Stored data:
=-=-=-=-=
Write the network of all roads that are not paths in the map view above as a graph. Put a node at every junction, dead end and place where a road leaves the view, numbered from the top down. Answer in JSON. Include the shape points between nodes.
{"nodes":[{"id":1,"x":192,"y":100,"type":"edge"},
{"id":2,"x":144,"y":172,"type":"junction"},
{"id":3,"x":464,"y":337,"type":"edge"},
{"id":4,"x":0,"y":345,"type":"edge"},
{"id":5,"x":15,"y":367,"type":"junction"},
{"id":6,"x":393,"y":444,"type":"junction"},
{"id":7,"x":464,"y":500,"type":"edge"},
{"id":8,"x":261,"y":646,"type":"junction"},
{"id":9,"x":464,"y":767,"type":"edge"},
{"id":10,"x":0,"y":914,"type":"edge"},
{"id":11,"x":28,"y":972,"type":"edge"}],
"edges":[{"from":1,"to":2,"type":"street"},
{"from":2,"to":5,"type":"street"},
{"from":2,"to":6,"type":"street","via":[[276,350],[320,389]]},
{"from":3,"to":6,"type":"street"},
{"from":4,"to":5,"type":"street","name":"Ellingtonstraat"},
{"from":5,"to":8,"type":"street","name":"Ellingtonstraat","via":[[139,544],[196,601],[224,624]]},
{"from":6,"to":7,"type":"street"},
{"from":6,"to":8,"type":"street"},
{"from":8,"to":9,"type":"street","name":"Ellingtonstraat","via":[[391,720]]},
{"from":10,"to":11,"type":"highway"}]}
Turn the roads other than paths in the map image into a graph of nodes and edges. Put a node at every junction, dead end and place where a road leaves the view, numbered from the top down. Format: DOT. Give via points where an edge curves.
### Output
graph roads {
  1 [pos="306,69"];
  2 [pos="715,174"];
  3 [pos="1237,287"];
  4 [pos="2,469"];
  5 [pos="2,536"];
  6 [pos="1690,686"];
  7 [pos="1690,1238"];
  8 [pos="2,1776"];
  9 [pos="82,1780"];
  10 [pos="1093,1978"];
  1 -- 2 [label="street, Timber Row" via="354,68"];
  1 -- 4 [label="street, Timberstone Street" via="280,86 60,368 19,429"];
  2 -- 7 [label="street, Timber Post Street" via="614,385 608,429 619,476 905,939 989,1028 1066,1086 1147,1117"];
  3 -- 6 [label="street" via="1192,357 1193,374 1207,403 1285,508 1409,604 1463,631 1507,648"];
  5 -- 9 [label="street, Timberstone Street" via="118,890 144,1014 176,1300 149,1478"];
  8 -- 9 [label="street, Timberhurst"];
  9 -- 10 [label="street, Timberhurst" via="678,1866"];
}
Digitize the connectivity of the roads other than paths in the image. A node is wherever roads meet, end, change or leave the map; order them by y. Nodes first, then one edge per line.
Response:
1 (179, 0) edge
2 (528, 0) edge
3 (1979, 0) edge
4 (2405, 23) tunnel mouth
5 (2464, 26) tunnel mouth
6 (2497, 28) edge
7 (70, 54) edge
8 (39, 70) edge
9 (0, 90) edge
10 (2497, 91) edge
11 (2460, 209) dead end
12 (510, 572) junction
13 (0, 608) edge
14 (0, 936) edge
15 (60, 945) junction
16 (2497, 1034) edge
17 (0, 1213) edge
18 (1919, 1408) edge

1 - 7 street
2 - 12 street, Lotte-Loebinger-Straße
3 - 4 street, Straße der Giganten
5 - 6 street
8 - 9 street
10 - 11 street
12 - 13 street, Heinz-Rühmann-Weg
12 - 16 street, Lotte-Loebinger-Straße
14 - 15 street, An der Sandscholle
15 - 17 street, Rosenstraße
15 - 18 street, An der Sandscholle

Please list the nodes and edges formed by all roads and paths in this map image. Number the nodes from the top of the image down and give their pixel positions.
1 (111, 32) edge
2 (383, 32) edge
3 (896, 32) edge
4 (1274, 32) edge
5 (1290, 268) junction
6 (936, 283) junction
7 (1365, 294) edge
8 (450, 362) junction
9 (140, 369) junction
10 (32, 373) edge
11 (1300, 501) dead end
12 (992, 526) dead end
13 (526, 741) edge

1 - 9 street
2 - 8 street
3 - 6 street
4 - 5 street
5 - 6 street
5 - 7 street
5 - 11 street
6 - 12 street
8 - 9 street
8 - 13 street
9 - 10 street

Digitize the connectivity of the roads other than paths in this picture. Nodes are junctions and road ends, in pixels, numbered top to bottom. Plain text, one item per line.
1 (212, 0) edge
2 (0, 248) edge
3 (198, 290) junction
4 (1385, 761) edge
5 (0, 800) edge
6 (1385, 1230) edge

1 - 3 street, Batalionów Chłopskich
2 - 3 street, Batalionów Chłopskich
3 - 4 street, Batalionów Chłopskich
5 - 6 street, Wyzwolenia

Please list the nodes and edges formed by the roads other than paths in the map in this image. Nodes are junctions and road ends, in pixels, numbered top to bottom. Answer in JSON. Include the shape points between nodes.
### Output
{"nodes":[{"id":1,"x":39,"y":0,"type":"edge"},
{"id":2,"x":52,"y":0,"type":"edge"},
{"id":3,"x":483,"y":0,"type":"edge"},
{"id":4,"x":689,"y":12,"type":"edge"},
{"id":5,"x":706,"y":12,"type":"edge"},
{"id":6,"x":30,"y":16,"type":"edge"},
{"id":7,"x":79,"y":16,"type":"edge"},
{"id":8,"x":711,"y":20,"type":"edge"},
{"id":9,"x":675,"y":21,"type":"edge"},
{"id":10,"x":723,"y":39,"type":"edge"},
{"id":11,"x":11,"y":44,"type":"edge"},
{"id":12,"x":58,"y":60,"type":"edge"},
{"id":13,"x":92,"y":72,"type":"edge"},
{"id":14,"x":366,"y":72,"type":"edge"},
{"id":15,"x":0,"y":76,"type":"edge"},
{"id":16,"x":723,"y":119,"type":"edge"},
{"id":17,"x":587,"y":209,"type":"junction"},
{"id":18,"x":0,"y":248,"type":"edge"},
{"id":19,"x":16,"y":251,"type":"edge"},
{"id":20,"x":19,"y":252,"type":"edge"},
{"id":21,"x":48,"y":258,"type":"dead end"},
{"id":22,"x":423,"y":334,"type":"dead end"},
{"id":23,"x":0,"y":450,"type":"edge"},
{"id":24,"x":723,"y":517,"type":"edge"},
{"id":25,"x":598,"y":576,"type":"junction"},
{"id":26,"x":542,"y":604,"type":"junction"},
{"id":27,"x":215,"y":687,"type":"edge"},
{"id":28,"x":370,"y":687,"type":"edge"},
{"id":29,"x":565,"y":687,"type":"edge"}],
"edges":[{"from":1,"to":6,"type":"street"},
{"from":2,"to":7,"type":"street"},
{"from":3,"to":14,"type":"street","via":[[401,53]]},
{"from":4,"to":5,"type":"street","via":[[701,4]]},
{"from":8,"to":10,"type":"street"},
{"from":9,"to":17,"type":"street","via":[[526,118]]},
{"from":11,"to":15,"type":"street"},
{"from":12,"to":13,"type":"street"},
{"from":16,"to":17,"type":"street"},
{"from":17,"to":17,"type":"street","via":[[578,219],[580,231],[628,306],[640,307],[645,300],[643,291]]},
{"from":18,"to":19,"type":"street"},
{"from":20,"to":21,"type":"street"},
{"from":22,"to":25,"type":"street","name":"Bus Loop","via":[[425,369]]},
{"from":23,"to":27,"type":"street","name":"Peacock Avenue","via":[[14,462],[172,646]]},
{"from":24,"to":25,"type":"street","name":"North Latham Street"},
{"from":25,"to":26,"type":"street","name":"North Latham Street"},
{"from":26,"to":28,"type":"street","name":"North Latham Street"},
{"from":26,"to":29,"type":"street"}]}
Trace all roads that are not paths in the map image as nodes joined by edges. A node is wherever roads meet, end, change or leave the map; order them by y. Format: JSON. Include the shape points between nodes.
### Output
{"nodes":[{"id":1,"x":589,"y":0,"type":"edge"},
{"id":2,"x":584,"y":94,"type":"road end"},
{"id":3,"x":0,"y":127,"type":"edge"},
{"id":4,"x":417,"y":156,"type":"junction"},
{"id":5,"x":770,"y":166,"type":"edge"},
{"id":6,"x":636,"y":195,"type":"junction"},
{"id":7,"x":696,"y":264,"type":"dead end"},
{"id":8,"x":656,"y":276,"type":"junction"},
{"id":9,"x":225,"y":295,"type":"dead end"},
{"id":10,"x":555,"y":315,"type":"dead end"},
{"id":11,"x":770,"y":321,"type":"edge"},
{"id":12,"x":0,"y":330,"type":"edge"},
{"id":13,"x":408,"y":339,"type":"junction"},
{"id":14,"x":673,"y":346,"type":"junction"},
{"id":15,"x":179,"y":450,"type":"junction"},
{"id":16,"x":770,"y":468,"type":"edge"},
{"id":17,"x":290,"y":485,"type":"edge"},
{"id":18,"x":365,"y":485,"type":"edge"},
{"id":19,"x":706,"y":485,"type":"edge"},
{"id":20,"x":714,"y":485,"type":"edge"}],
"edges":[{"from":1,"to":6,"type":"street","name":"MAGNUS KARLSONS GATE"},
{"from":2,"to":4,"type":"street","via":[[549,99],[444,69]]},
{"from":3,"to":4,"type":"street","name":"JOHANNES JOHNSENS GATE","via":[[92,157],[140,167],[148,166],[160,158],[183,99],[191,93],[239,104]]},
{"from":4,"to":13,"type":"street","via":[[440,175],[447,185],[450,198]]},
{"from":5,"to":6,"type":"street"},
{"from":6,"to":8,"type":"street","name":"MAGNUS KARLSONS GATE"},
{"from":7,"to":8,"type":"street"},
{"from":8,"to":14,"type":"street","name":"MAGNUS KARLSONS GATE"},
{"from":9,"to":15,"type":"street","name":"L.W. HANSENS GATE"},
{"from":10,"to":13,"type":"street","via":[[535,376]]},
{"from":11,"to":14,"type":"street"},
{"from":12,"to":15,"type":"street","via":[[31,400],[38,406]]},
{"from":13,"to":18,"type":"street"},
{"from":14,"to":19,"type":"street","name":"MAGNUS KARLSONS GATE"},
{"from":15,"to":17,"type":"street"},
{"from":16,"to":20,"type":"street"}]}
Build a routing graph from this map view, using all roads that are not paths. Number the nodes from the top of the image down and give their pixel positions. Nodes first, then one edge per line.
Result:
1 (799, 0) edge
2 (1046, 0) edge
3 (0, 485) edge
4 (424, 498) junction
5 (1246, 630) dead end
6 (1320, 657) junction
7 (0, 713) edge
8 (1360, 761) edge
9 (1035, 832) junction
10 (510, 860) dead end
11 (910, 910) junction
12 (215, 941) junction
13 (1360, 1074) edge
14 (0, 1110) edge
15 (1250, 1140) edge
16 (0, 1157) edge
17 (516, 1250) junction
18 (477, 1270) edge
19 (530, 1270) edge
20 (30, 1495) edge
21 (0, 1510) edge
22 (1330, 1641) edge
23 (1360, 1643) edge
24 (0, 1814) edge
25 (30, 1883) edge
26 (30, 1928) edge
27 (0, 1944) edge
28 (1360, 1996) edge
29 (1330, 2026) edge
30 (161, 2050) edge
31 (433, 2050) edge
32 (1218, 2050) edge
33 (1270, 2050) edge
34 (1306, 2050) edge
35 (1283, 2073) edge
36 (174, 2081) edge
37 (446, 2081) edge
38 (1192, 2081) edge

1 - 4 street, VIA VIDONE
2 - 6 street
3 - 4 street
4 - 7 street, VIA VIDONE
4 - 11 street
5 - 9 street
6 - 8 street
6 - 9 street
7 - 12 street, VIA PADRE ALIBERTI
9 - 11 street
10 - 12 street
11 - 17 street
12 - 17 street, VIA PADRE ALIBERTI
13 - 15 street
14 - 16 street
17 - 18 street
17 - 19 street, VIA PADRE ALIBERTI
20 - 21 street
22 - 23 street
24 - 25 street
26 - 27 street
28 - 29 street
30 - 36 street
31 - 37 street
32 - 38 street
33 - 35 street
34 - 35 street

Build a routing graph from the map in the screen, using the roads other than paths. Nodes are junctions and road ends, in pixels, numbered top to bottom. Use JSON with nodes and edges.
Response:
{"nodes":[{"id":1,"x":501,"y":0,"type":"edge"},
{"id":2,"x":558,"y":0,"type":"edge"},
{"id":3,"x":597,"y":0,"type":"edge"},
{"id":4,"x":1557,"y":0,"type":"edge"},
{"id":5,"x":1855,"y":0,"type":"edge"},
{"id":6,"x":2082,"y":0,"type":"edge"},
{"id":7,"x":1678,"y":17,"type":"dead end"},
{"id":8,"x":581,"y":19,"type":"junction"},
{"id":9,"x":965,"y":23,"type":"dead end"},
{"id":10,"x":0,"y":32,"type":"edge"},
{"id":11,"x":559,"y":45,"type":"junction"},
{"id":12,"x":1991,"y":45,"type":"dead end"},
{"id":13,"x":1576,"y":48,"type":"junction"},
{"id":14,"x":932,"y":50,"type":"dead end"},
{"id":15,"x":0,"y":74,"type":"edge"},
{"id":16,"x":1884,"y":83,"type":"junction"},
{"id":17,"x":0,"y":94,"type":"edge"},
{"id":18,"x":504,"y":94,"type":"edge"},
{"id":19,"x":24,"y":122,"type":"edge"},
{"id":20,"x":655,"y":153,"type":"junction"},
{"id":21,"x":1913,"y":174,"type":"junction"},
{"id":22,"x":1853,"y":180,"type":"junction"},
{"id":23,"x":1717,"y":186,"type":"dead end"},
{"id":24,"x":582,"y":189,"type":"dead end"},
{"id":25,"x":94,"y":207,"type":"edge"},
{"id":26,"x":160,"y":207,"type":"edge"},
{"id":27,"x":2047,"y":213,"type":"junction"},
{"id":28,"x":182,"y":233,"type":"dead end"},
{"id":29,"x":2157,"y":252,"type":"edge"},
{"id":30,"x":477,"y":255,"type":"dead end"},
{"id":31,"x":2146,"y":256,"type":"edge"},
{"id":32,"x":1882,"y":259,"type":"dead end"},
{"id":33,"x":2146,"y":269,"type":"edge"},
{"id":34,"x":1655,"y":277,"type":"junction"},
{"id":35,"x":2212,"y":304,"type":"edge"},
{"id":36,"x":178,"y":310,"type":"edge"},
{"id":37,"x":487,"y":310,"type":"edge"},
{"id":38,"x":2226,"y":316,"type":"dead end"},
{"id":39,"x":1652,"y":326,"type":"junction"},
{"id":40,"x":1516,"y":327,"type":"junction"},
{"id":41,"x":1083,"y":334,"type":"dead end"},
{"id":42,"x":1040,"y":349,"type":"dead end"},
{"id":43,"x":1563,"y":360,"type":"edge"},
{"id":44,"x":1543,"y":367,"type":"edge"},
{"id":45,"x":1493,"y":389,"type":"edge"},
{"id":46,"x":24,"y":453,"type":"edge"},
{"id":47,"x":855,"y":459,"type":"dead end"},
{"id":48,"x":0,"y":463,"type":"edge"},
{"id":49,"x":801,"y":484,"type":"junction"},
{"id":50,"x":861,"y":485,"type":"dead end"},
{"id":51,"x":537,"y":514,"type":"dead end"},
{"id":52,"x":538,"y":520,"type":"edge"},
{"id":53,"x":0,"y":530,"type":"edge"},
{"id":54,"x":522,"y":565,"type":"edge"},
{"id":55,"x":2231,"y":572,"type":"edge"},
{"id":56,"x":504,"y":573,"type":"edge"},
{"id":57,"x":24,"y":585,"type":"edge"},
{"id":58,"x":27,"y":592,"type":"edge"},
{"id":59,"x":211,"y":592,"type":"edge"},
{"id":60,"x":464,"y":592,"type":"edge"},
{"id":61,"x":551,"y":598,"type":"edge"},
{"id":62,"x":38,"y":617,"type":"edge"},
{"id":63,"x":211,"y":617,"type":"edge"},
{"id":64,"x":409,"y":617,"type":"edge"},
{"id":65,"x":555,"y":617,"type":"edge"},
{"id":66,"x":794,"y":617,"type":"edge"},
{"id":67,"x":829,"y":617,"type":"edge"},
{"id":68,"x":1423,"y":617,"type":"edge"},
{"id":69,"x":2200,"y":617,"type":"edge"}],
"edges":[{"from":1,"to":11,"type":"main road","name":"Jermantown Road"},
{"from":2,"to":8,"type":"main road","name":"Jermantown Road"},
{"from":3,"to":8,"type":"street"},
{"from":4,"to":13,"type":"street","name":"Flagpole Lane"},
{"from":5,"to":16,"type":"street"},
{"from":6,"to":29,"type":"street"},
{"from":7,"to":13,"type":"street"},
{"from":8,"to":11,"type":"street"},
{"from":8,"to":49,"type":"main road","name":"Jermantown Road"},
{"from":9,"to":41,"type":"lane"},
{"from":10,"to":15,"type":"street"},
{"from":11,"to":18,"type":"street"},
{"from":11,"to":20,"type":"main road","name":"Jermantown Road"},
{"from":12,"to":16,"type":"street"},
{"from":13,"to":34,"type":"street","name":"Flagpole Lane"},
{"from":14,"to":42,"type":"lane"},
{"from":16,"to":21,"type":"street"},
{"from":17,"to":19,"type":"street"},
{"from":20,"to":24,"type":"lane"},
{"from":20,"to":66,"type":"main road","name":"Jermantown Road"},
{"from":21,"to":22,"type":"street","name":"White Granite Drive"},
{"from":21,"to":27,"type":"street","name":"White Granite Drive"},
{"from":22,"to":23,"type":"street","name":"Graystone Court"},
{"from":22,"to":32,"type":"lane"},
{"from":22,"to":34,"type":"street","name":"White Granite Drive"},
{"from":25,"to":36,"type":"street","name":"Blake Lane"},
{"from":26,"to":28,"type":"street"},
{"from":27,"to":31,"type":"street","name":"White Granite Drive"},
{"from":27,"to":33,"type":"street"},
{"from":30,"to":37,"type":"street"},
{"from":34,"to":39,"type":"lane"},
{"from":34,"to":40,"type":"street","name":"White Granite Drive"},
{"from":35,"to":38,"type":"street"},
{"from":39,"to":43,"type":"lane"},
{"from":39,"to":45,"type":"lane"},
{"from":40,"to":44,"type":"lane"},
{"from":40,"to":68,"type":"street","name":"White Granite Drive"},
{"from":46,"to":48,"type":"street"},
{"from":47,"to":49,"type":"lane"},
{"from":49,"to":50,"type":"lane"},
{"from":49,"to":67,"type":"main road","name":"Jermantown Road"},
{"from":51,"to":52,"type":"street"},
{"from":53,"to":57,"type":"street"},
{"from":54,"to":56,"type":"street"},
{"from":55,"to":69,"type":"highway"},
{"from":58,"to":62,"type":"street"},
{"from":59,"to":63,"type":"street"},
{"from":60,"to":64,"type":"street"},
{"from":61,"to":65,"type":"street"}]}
=-=-=-=-=
--- Work item ---
What number of lines in the records contain the word "view"? Answer with that number alone.

--- Completed exercise ---
3